EXERCISE DATA>
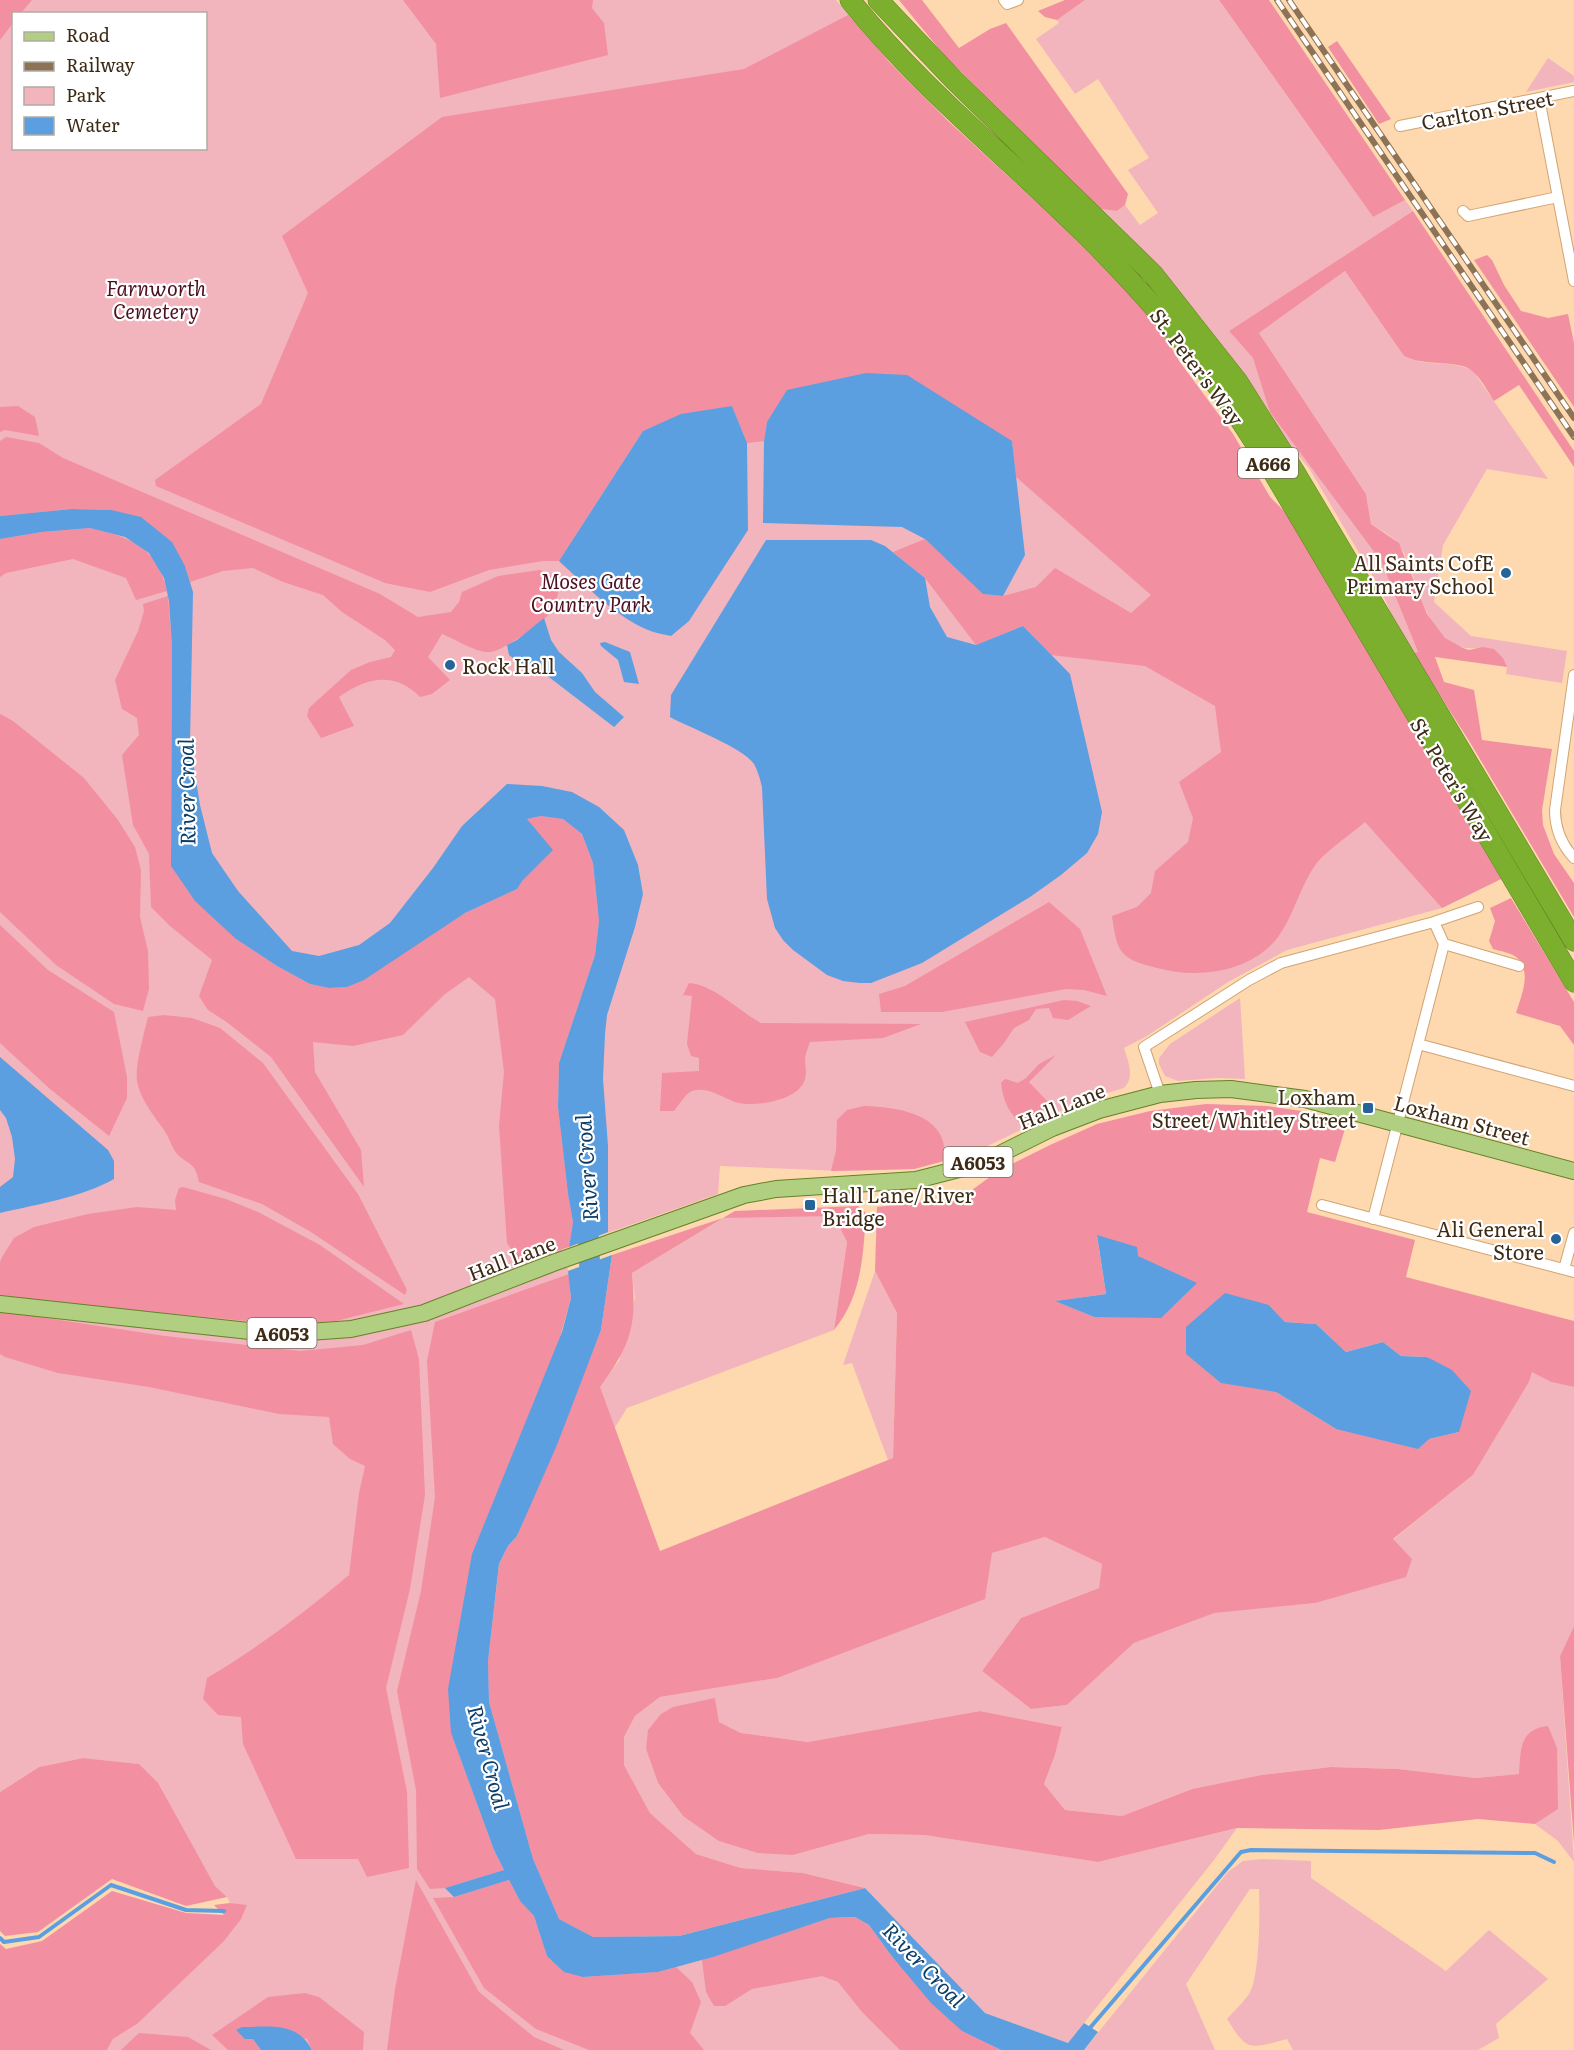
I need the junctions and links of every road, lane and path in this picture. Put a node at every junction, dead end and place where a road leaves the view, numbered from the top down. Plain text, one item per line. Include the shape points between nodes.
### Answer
1 (850, 0) edge
2 (1018, 0) edge
3 (1006, 2) edge
4 (880, 3) edge
5 (1574, 91) edge
6 (1539, 99) junction
7 (1400, 126) dead end
8 (1558, 197) junction
9 (1469, 217) dead end
10 (1574, 281) edge
11 (1574, 675) edge
12 (1570, 737) edge
13 (1574, 858) edge
14 (1478, 907) dead end
15 (1434, 922) junction
16 (1574, 941) edge
17 (1444, 944) junction
18 (1519, 966) dead end
19 (1574, 981) edge
20 (1418, 1044) junction
21 (1574, 1086) edge
22 (1160, 1094) junction
23 (1305, 1099) joint
24 (1397, 1123) junction
25 (1574, 1171) edge
26 (1322, 1205) dead end
27 (1373, 1219) junction
28 (1574, 1233) edge
29 (1569, 1270) edge
30 (0, 1304) edge

1 - 19 highway, St. Peter's Way / A666 via 937,94 1089,238 1154,308 1214,382 1263,455
2 - 3 street
4 - 16 highway, St. Peter's Way / A666 via 1153,274 1238,382
5 - 6 street, Carlton Street
6 - 7 street, Carlton Street
6 - 8 street
8 - 9 street
8 - 10 street
11 - 12 street
12 - 13 street via 1555,825
14 - 15 street
15 - 17 street
15 - 22 street via 1281,963 1239,986 1144,1047
17 - 18 street
17 - 20 street
20 - 21 street
20 - 24 street
22 - 23 main road, Hall Lane / A6053 via 1231,1089
22 - 30 main road, Hall Lane / A6053 via 1075,1118 996,1156 916,1180 776,1189 744,1195 424,1313 351,1329 268,1333
23 - 24 main road, Loxham Street / A6053
24 - 25 main road, Loxham Street / A6053
24 - 27 street
26 - 27 street
27 - 29 street
28 - 29 street

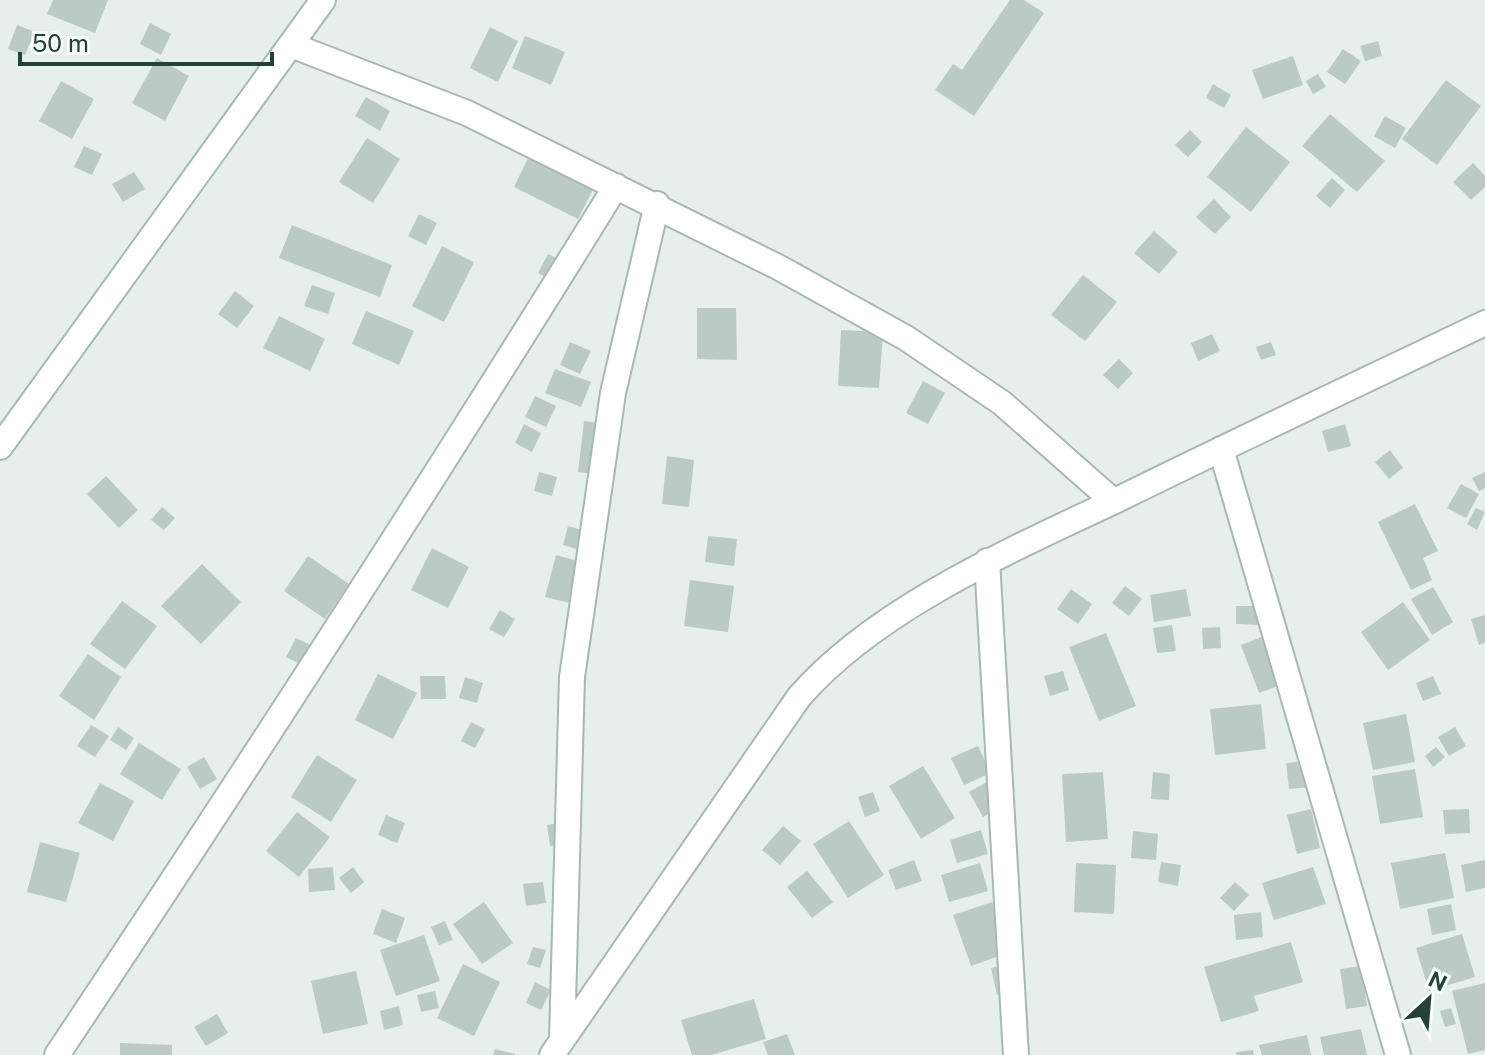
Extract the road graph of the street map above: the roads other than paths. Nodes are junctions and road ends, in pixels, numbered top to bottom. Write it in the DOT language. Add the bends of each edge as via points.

THE PROBLEM>
Write the listing above out again exactly, but not the images it holds.

RESPONSE TO THE EXERCISE>
I need the junctions and links of every road, lane and path in this picture. Put a node at every junction, dead end and place where a road leaves the view, numbered from the top down. Plain text, one item per line. Include the shape points between nodes.
### Answer
1 (850, 0) edge
2 (1018, 0) edge
3 (1006, 2) edge
4 (880, 3) edge
5 (1574, 91) edge
6 (1539, 99) junction
7 (1400, 126) dead end
8 (1558, 197) junction
9 (1469, 217) dead end
10 (1574, 281) edge
11 (1574, 675) edge
12 (1570, 737) edge
13 (1574, 858) edge
14 (1478, 907) dead end
15 (1434, 922) junction
16 (1574, 941) edge
17 (1444, 944) junction
18 (1519, 966) dead end
19 (1574, 981) edge
20 (1418, 1044) junction
21 (1574, 1086) edge
22 (1160, 1094) junction
23 (1305, 1099) joint
24 (1397, 1123) junction
25 (1574, 1171) edge
26 (1322, 1205) dead end
27 (1373, 1219) junction
28 (1574, 1233) edge
29 (1569, 1270) edge
30 (0, 1304) edge

1 - 19 highway, St. Peter's Way / A666 via 937,94 1089,238 1154,308 1214,382 1263,455
2 - 3 street
4 - 16 highway, St. Peter's Way / A666 via 1153,274 1238,382
5 - 6 street, Carlton Street
6 - 7 street, Carlton Street
6 - 8 street
8 - 9 street
8 - 10 street
11 - 12 street
12 - 13 street via 1555,825
14 - 15 street
15 - 17 street
15 - 22 street via 1281,963 1239,986 1144,1047
17 - 18 street
17 - 20 street
20 - 21 street
20 - 24 street
22 - 23 main road, Hall Lane / A6053 via 1231,1089
22 - 30 main road, Hall Lane / A6053 via 1075,1118 996,1156 916,1180 776,1189 744,1195 424,1313 351,1329 268,1333
23 - 24 main road, Loxham Street / A6053
24 - 25 main road, Loxham Street / A6053
24 - 27 street
26 - 27 street
27 - 29 street
28 - 29 street

Extract the road graph of the street map above: the roads other than paths. Nodes are junctions and road ends, in pixels, numbered top to bottom. Write it in the DOT language. Add the bends of each edge as via points.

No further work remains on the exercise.